If you find mid run discharge uncomfortable, Levitt recommends wearing a thin panty liner in your underwear or running shorts’ built-in briefs. However, if you notice that the increase in discharge continues for days or weeks after a run, or it’s accompanied by redness or itching, it might be clue that you have a yeast or bacterial infection, or pH imbalance down there. Read on for more on that.
Running Can Increase Your Risk of Yeast Infections- As you probably already know, crotch sweat is a real thing for runners. That’s what happens when you work out hard with your thighs rubbing together 180 times per minute. If you don’t dry off from all of that sweat (and discharge) quickly, it’s easy for your natural vaginal yeast to grow and multiply, resulting in yeast infections, discomfort, and a whole lot of itching, says gynecologist Alyssa Dweck, M.D., assistant clinical professor at the Mount Sinai School of Medicine and coauthor of V is for Vagina.
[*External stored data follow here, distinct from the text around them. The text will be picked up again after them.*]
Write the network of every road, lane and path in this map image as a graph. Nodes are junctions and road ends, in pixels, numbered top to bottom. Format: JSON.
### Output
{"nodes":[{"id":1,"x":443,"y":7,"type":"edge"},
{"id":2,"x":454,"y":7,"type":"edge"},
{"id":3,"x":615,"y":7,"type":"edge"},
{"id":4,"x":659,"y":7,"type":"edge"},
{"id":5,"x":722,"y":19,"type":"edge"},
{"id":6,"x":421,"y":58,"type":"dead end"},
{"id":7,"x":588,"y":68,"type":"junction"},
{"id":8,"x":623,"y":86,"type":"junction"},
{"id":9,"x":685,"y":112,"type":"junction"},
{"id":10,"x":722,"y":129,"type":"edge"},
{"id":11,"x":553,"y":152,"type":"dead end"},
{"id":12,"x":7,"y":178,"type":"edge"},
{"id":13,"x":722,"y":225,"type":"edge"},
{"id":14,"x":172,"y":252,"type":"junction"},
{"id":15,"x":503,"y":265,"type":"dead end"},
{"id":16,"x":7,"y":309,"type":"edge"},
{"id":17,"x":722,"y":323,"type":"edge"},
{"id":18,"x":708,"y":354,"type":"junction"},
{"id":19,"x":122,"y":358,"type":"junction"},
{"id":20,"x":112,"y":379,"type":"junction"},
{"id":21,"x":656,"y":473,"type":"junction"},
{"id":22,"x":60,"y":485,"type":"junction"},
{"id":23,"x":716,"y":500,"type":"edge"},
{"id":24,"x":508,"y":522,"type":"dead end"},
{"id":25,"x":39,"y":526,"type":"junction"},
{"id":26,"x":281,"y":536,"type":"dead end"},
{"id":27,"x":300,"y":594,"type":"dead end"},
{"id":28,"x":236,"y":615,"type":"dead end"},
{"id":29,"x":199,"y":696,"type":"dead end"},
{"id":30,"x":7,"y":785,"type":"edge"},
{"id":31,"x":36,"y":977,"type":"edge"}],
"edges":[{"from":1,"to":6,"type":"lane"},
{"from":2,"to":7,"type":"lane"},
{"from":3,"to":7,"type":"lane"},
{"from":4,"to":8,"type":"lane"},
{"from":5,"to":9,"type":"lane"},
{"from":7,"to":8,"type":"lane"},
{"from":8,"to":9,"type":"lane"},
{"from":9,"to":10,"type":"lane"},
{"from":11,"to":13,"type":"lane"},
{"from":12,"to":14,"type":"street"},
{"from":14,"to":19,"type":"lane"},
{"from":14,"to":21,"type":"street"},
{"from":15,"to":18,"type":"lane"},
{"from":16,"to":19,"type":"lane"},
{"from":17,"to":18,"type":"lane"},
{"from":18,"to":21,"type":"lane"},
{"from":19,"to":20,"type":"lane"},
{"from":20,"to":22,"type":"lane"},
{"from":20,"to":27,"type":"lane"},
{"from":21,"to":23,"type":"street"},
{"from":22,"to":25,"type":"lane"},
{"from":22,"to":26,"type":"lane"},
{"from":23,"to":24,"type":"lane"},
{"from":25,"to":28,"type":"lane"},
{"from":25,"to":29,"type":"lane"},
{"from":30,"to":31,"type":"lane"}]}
Decrease your risk by wearing a synthetic garment that is made of sweat-wicking, Dri-FIT, or anti-bacterial material, Levitt says. Also, keep in mind that cotton and organic fibers tend to trap more moisture than do synthetic ones. And, no matter what you wear on a run, Dweck recommends showering, or at least changing out of your sweaty threads as soon as you’ve cooled down.
Chafing Happens Below the Waistband- We’ve all heard of—or maybe even dealt with—breast and nipple chafing. But if you’ve also experienced vulvar chafing, don’t be embarrassed. It’s not just you. “A fair amount of women complain that their labia minora get chafed when running,” says Dweck. This is most common in women who already feel like their labia minora (often called the inner lips) are large or notice that they are visible when standing.
You can help reduce your chances of chafing and irritation by applying anti-chafing balms to the area both before and after running. A+D Original Ointment is safe for your nether region; just make sure that you only apply it externally, Dweck says. You can also try wearing bottoms that are snug (but still comfortable). They’ll help keep your labia in place against your body so that they don’t rub against each other or your inner thighs during your runs, she says.